🤖 AI Summary
This work investigates the strategic reasoning and adaptive decision-making capabilities of large language models (LLMs) in dynamic, real-time, multi-agent collaborative settings. Existing evaluation paradigms are largely confined to static or turn-based environments, failing to capture the challenges of sustained, interactive coordination. To address this, we propose a novel framework integrating game-theoretic principles—specifically belief consistency and Nash equilibrium—with real-time feedback-driven dynamic policy optimization. The framework enables low-latency (<1.05 ms), robust decision-making and significantly improves collaborative efficiency under noisy conditions. Experiments demonstrate a 26% increase in task return over PPO baselines, alongside concurrent gains in task completion rate and system resilience. Our core contribution is the first integration of verifiable game-theoretic equilibrium constraints into an LLM-driven, closed-loop real-time multi-agent policy update mechanism, unifying theoretical interpretability with engineering effectiveness.
📝 Abstract
Large language models (LLMs) demonstrate strong reasoning abilities across mathematical, strategic, and linguistic tasks, yet little is known about how well they reason in dynamic, real-time, multi-agent scenarios, such as collaborative environments in which agents continuously adapt to each other's behavior, as in cooperative gameplay settings.
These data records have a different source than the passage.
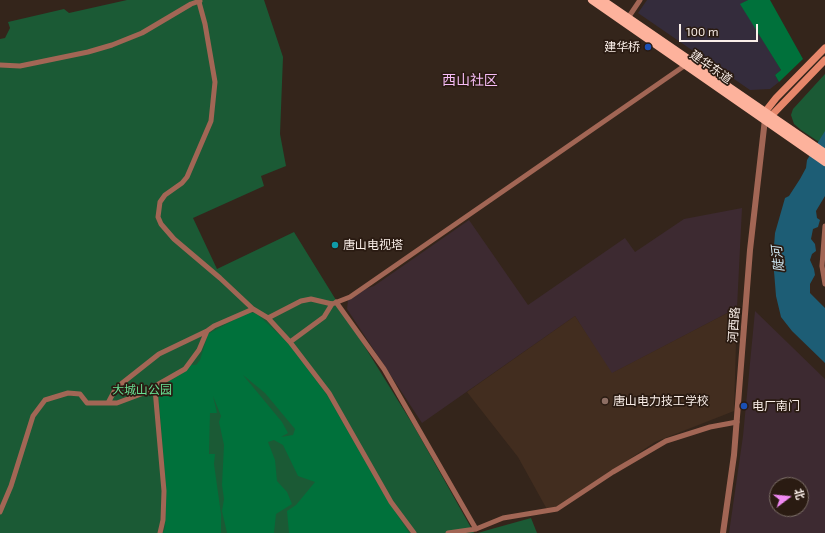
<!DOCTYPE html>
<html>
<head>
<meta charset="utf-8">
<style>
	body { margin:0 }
	#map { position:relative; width:825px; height:533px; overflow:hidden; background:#34251b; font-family:"Exo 2","Noto Sans SC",sans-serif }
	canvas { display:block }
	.north { position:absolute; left:769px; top:477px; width:40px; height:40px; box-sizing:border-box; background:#2a1b12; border:1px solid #7d7068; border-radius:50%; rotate:74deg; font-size:11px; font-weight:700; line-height:16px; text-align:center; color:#faefe9 }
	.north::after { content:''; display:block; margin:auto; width:14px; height:18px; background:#f18af3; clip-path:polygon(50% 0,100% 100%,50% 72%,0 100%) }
	.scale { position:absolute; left:679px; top:24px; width:79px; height:18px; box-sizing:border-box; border:2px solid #faefe9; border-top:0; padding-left:5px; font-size:12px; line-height:14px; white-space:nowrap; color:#faefe9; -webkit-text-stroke:3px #2a1b12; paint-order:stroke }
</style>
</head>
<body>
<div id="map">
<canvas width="825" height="533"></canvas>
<div class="north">北</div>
<div class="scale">100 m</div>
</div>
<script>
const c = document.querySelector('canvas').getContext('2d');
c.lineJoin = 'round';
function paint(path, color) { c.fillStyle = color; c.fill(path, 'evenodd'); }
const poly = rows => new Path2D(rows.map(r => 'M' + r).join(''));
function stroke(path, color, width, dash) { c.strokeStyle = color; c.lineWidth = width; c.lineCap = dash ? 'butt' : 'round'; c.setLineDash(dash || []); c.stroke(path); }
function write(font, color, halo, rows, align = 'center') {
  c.font = font + ' "Exo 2","Noto Sans SC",sans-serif'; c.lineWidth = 3.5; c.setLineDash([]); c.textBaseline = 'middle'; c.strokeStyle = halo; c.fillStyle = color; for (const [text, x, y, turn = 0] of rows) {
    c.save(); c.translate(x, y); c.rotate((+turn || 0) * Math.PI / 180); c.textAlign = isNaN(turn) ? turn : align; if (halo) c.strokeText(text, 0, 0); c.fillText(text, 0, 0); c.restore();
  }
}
const commercial = poly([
	[647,0,748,0,741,4,781,70,775,75,779,82,770,89,750,90,638,13]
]);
const industrial = poly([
	[742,208,737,308,611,374,575,316,422,423,347,309,348,300,365,289,374,286,469,220,528,305,625,238,635,252,684,219],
	[755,311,825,379,825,533,729,533,743,436],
	[777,485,801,485,801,509,777,509]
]);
const built = poly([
	[737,308,734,411,655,442,549,513,518,457,467,392,575,316,612,373]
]);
const green = poly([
	[127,0,264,0,283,57,280,134,286,166,261,176,264,186,193,218,217,269,294,232,415,428,474,533,0,533,0,39,5,38,10,28,8,22,64,9,69,13],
	[825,74,825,146,801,130,794,124,791,115,793,109],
	[531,518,537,533,478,533,488,530]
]);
const forest = poly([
	[748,0,770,0,803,59,779,82,775,75,781,70,740,4],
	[247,313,256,313,268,324,290,345,327,395,385,496,409,533,289,533,287,511,296,505,315,482,298,476,283,445,274,440,268,442,275,460,277,481,287,492,292,504,276,514,274,533,227,533,222,511,224,499,222,485,224,445,219,422,221,416,213,396,217,413,210,413,209,454,215,454,214,464,221,514,221,533,163,533,165,528,166,489,158,388,186,371,191,365,196,365,200,360,208,334],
	[243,375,265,393,295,429,293,435,281,437,288,433,282,422]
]);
const water = poly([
	[825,131,825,196,816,211,817,218,820,220,818,227,813,229,811,239,815,244,816,251,812,254,810,260,814,269,815,275,810,284,810,293,825,308,825,363,792,331,781,317,776,296,773,259,775,233,785,198,789,196,800,179,806,168,807,160]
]);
const minor = poly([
	[199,2,205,24,215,82,211,121,187,177,182,183,165,195,160,202,158,217,161,224,174,239,220,278,253,309,268,318,290,342,329,393,391,502,414,533],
	[628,18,640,0],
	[0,65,20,66,88,52,112,45,142,33,191,4,200,1],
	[825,226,822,266,825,284],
	[336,302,384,369,476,529],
	[268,318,301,301,311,299,332,304,350,297,687,64],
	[290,342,324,317,332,304],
	[108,403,116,388,159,354,207,331,214,326,253,309],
	[0,512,11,486,33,416,45,400,68,393,80,394,87,403,117,403,149,391,154,393],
	[160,533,163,520,164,491,155,389,157,385,185,369,199,350,207,331],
	[448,533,476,529,503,518,557,509,613,472,666,441,710,427,737,422]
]);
const tertiary = poly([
	[723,533,734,455,750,250,765,119]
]);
const secondary = poly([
	[765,117,765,112,776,98,825,48],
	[767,117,772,115,825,60]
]);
const primary = poly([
	[592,0,825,162],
	[602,0,825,153]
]);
const markers = [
	[648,47,4,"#1a4fb4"],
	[335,245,4,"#0f9aa8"],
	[605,401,4,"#8d6e63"],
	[744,406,4,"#1a4fb4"]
];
const poiNames = [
	["建华桥",640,47,"right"],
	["唐山电视塔",343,245],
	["唐山电力技工学校",613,401],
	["电厂南门",752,406]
];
const streetNames = [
	["建华东道",711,67,35],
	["河西路",734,325,-86]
];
const parkNames = [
	["大城山公园",142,390]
];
const waterNames = [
	["陡河",778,259,-96]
];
const quarterNames = [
	["西山社区",470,80]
];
paint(commercial, '#342c3c');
paint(industrial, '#3d2a31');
paint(built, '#422d1f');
paint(green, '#1b5a35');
paint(forest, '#00713b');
paint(water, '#1d5d75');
stroke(minor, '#a26655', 5);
stroke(tertiary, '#a26655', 6);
stroke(secondary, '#e7876b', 7);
stroke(primary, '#fdb29c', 8);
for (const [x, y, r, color] of markers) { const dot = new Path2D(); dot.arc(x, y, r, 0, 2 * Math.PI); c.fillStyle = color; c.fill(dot); stroke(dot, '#2a1b12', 1.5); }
write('12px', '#faefe9', '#2a1b12', poiNames, 'left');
write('12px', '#faefe9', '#2a1b12', streetNames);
write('12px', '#68df93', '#2a1b12', parkNames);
write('italic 13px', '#cee7f2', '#2a1b12', waterNames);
write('14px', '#f6bcf6', '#2a1b12', quarterNames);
</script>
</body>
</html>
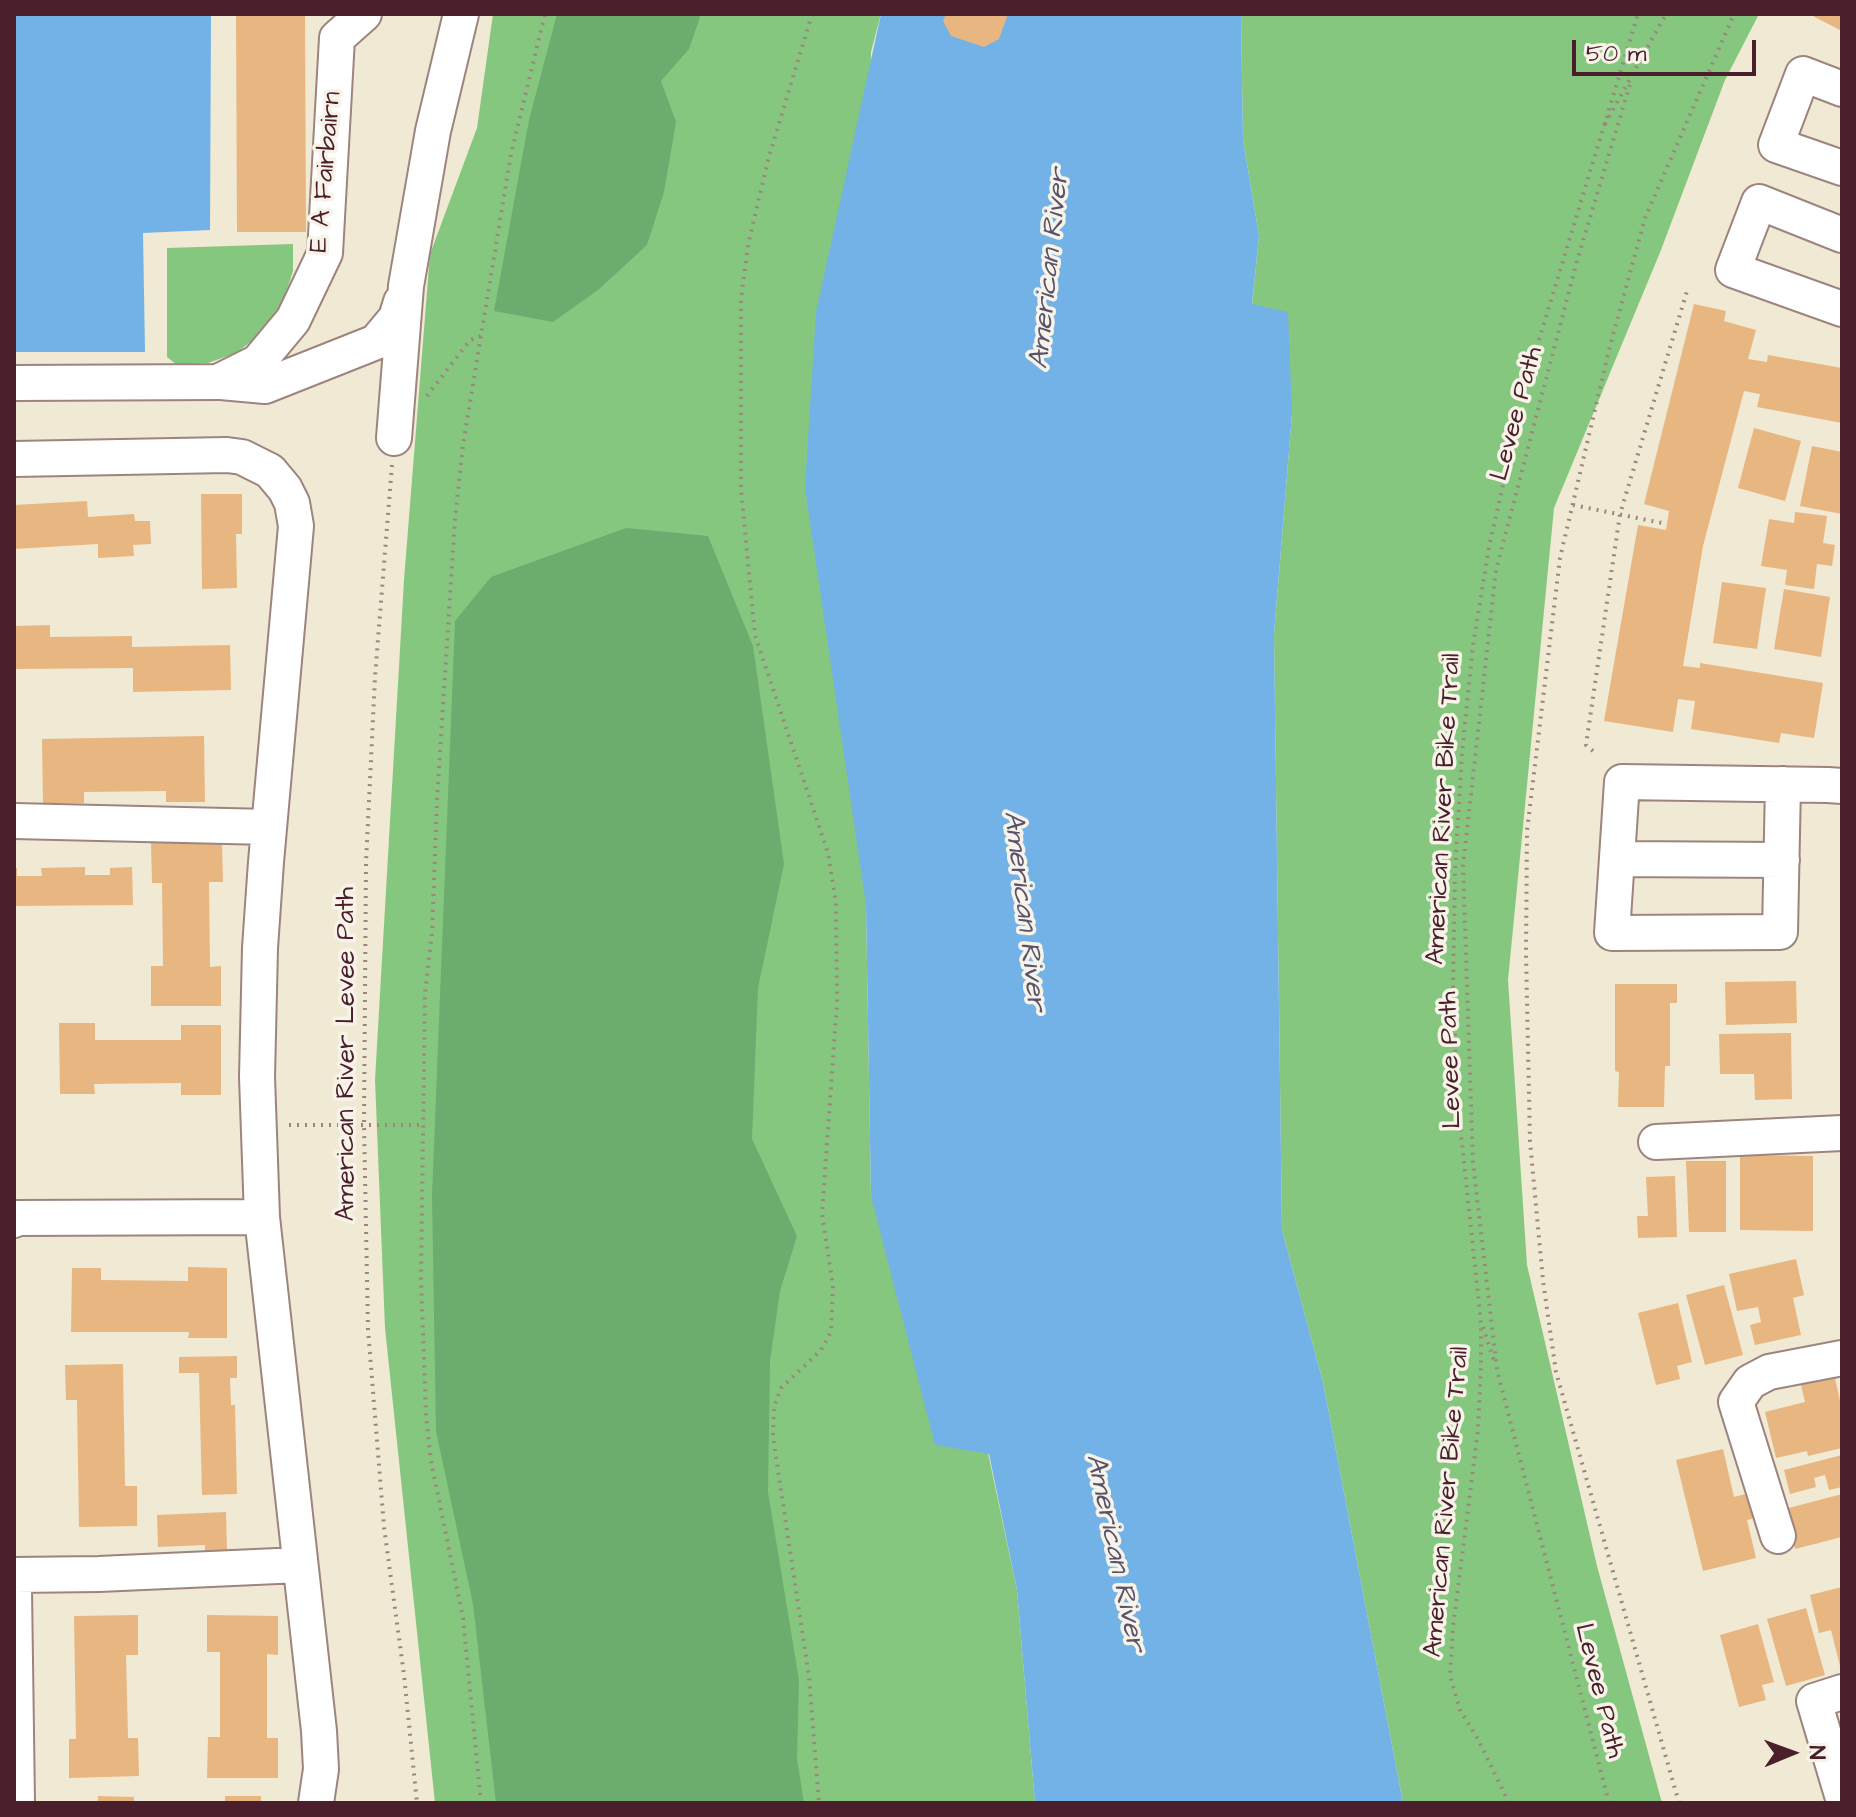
<!DOCTYPE html>
<style>
body{margin:0}
#map{position:relative;width:1856px;height:1817px;overflow:hidden;background:#f0e9d3;font-family:"Architects Daughter",sans-serif}
canvas{display:block}
.frame{position:absolute;inset:0;border:16px solid #4a1f2b;pointer-events:none}
.north{position:absolute;left:1752px;top:1713px;width:80px;height:80px;-webkit-text-stroke:6px #f7f3e8;paint-order:stroke;rotate:89deg;font-size:22px;font-weight:700;line-height:32px;text-align:center;color:#4a1f2b}
.north::after{content:'';display:block;margin:auto;width:28px;height:36px;background:#4a1f2b;clip-path:polygon(50% 0,100% 100%,50% 72%,0 100%)}
.scale{position:absolute;left:1572px;top:40px;width:184px;height:36px;box-sizing:border-box;border:4px solid #4a1f2b;border-top:0;padding-left:10px;font-size:24px;line-height:28px;white-space:nowrap;color:#4a1f2b;-webkit-text-stroke:6px #f7f3e8;paint-order:stroke}
</style>
<div id="map">
<canvas width="1856" height="1817"></canvas>
<div class="frame"></div>
<div class="north">N</div>
<div class="scale">50 m</div>
</div>
<script>
const g = document.querySelector('canvas').getContext('2d');
g.lineJoin = 'round';
function fillPath(path, color) { g.fillStyle = color; g.fill(path, 'evenodd'); }
const toPath = rows => new Path2D(rows.map(r => 'M' + r).join(''));
function trace(path, color, width, dash) { g.strokeStyle = color; g.lineWidth = width; g.lineCap = dash ? 'butt' : 'round'; g.setLineDash(dash || []); g.stroke(path); }
function write(font, color, halo, rows, align = 'center') {
  g.font = font + ' "Architects Daughter",sans-serif'; g.lineWidth = 7; g.setLineDash([]); g.textBaseline = 'middle'; g.strokeStyle = halo; g.fillStyle = color; for (const [text, x, y, turn = 0] of rows) {
    g.save(); g.translate(x, y); g.rotate((+turn || 0) * Math.PI / 180); g.textAlign = isNaN(turn) ? turn : align; if (halo) g.strokeText(text, 0, 0); g.fillText(text, 0, 0); g.restore();
  }
}
fillPath(toPath([
 [493,14,881,14,871,52,866,905,871,1196,988,1453,1017,1590,1035,1803,435,1803,385,1328,375,1080,404,580,430,254,477,128],
 [1241,14,1759,14,1725,80,1661,250,1554,508,1508,980,1527,1265,1597,1566,1662,1803,1403,1803,1323,1382,1282,1230,1274,634,1292,414,1252,305,1259,236,1243,140],
 [293,244,293,271,282,305,262,333,236,353,208,363,177,365,167,357,167,248]
]), '#86c77f');
fillPath(toPath([
 [557,14,701,14,689,49,661,81,676,122,664,192,647,245,598,290,553,322,494,311,529,120],
 [626,528,708,536,753,646,784,864,758,988,752,1139,797,1236,780,1291,770,1361,768,1492,799,1680,797,1759,804,1803,496,1803,473,1604,436,1431,432,1196,455,621,491,577]
]), '#6cac6e');
fillPath(toPath([
 [14,14,211,14,210,230,143,233,145,352,14,352],
 [881,14,1241,14,1243,140,1259,236,1252,304,1288,312,1292,414,1274,634,1282,1230,1323,1382,1403,1803,1035,1803,1017,1590,989,1454,935,1445,871,1196,866,905,805,488,816,312]
]), '#72b2e6');
fillPath(toPath([
 [236,14,305,14,306,232,237,232],
 [946,14,1008,14,999,39,984,47,951,36,943,21],
 [1809,14,1842,14,1842,31],
 [1694,304,1726,311,1724,321,1756,330,1748,359,1767,362,1768,355,1842,368,1842,423,1757,407,1760,394,1744,391,1703,546,1683,666,1700,668,1700,663,1823,683,1814,738,1781,733,1779,743,1691,729,1695,701,1678,699,1673,732,1604,721,1638,525,1666,530,1669,511,1644,504],
 [1754,428,1801,441,1785,501,1738,488],
 [1812,446,1842,452,1842,514,1800,506],
 [201,494,242,494,242,534,236,534,237,588,202,589],
 [87,501,88,517,134,514,135,521,150,521,151,544,133,545,134,556,98,558,98,544,14,549,14,505],
 [1795,512,1827,516,1823,543,1835,545,1832,566,1817,564,1814,589,1785,585,1787,570,1761,566,1769,519,1794,523],
 [1722,582,1766,588,1757,649,1713,643],
 [1784,589,1830,597,1821,657,1774,649],
 [50,625,50,637,132,636,132,647,230,645,231,690,133,692,133,668,14,669,14,626],
 [204,736,205,802,166,802,166,791,84,792,84,803,43,804,42,739],
 [151,843,222,843,223,882,209,882,210,967,221,966,221,1006,151,1006,151,966,163,966,162,883,152,883],
 [85,867,85,875,110,875,110,868,132,867,133,905,14,906,14,868,17,868,17,876,42,876,41,868],
 [1796,981,1797,1023,1726,1025,1725,982],
 [1615,984,1677,984,1677,1003,1670,1003,1670,1066,1665,1066,1664,1107,1618,1107,1619,1072,1615,1071],
 [59,1023,95,1023,95,1040,181,1040,181,1025,221,1025,221,1095,181,1095,181,1083,94,1084,95,1094,60,1094],
 [1791,1033,1792,1099,1755,1100,1754,1074,1720,1074,1719,1034],
 [1740,1155,1813,1156,1813,1231,1740,1230],
 [1686,1161,1726,1161,1726,1232,1689,1232],
 [1675,1176,1677,1237,1638,1238,1637,1216,1648,1216,1646,1177],
 [1796,1259,1804,1295,1793,1298,1801,1335,1755,1345,1750,1325,1761,1322,1758,1307,1737,1311,1729,1274],
 [188,1267,227,1268,227,1338,188,1338,189,1332,71,1332,72,1268,101,1268,101,1280,188,1281],
 [1724,1285,1743,1355,1705,1365,1686,1295],
 [1678,1303,1692,1362,1677,1366,1680,1379,1656,1385,1638,1313],
 [237,1356,237,1378,230,1378,231,1405,235,1405,237,1494,202,1495,199,1373,179,1373,179,1357],
 [123,1364,125,1486,137,1486,137,1526,79,1527,77,1400,66,1400,65,1365],
 [1835,1378,1842,1410,1842,1448,1808,1456,1807,1451,1776,1458,1765,1412,1805,1402,1801,1385],
 [1723,1449,1734,1497,1749,1493,1755,1518,1747,1520,1756,1558,1703,1571,1676,1460],
 [1842,1455,1842,1487,1829,1490,1825,1475,1814,1478,1816,1487,1790,1494,1784,1470],
 [1842,1494,1842,1537,1795,1549,1785,1509],
 [226,1512,227,1550,205,1551,205,1545,158,1547,157,1515],
 [1842,1587,1842,1670,1841,1670,1831,1630,1819,1633,1810,1595],
 [1806,1608,1825,1675,1786,1686,1767,1619],
 [138,1615,138,1655,126,1655,128,1738,138,1738,139,1776,69,1778,69,1739,76,1739,74,1616],
 [207,1615,278,1616,278,1655,267,1654,267,1738,278,1738,278,1778,207,1778,208,1737,220,1737,220,1652,207,1652],
 [1758,1624,1774,1682,1762,1685,1766,1700,1739,1707,1720,1635],
 [98,1796,134,1797,134,1803,98,1803],
 [225,1796,261,1796,261,1803,225,1803]
]), '#e8b681');
const minor = toPath([
 [1842,89,1803,74,1776,145,1842,168],
 [1842,235,1759,202,1733,270,1842,309],
 [221,382,265,386,376,342,396,318,401,302],
 [14,383,218,382,258,362,293,320,325,253,337,38,364,14],
 [394,438,406,286,433,131,461,14],
 [14,459,227,455,242,457,270,471,285,489,292,503,296,526,266,862,260,948,257,1077,262,1217,319,1731,321,1769,316,1803],
 [1783,784,1780,932,1612,933,1622,782,1828,785,1842,786],
 [14,821,269,827],
 [1617,859,1782,860],
 [1656,1142,1842,1133],
 [14,1220,15,1218,262,1217],
 [1778,1536,1736,1402,1750,1382,1769,1372,1842,1358],
 [14,1575,99,1574,300,1565],
 [14,1590,17,1803],
 [1842,1692,1814,1701,1842,1795]
]);
trace(minor, '#9d847f', 38);
trace(toPath([
 [812,14,768,160,748,245,741,299,741,489,755,635,828,853,836,903,837,1003,822,1214,833,1286,831,1332,821,1350,781,1388,774,1407,773,1437,809,1677,819,1803],
 [1605,124,1666,14],
 [427,396,470,340,481,336],
 [392,465,375,677,366,863,364,1124,368,1329,384,1527,404,1675,417,1803],
 [1573,505,1667,524],
 [1593,751,1586,745,1620,514,1687,291],
 [289,1125,422,1125],
 [1483,1327,1494,1361],
 [481,1803,463,1618,431,1461,426,1415,421,1278,425,993,432,933,437,800,455,519,463,445,511,154,545,14],
 [1509,1803,1478,1739,1460,1710,1450,1676,1453,1627,1478,1430,1481,1367,1481,1323,1457,1096,1453,986,1455,871,1462,753,1473,645,1489,547,1527,379,1638,14],
 [1609,1803,1497,1370,1473,1163,1463,866,1496,570,1577,261,1631,81],
 [1679,1803,1556,1372,1543,1281,1530,1141,1526,954,1527,831,1560,558,1610,346,1645,218,1734,14]
]), '#9d847f', 4, [2, 6]);
trace(minor, '#fff', 34);
write('26px', '#4a1f2b', '#f7f3e8', [
 ["E A Fairbairn",327,172,-85],
 ["Levee Path",1518,414,-75],
 ["American River Bike Trail",1445,809,-87],
 ["American River Levee Path",348,1054,-90],
 ["Levee Path",1452,1060,-92],
 ["American River Bike Trail",1448,1502,-85],
 ["Levee Path",1598,1691,76]
]);
write('italic 28px', '#58526c', '#f7f3e8', [
 ["American River",1051,269,-84],
 ["American River",1023,911,83],
 ["American River",1114,1553,78]
]);
</script>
In this paper, we bridge this gap by combining LLM-driven agents with strategic reasoning and real-time adaptation in cooperative, multi-agent environments grounded in game-theoretic principles such as belief consistency and Nash equilibrium. The proposed framework applies broadly to dynamic scenarios in which agents coordinate, communicate, and make decisions in response to continuously changing conditions. We provide real-time strategy refinement and adaptive feedback mechanisms that enable agents to dynamically adjust policies based on immediate contextual interactions, in contrast to previous efforts that evaluate LLM capabilities in static or turn-based settings. Empirical results show that our method achieves up to a 26% improvement in return over PPO baselines in high-noise environments, while maintaining real-time latency under 1.05 milliseconds. Our approach improves collaboration efficiency, task completion rates, and flexibility, illustrating that game-theoretic guidance integrated with real-time feedback enhances LLM performance, ultimately fostering more resilient and flexible strategic multi-agent systems.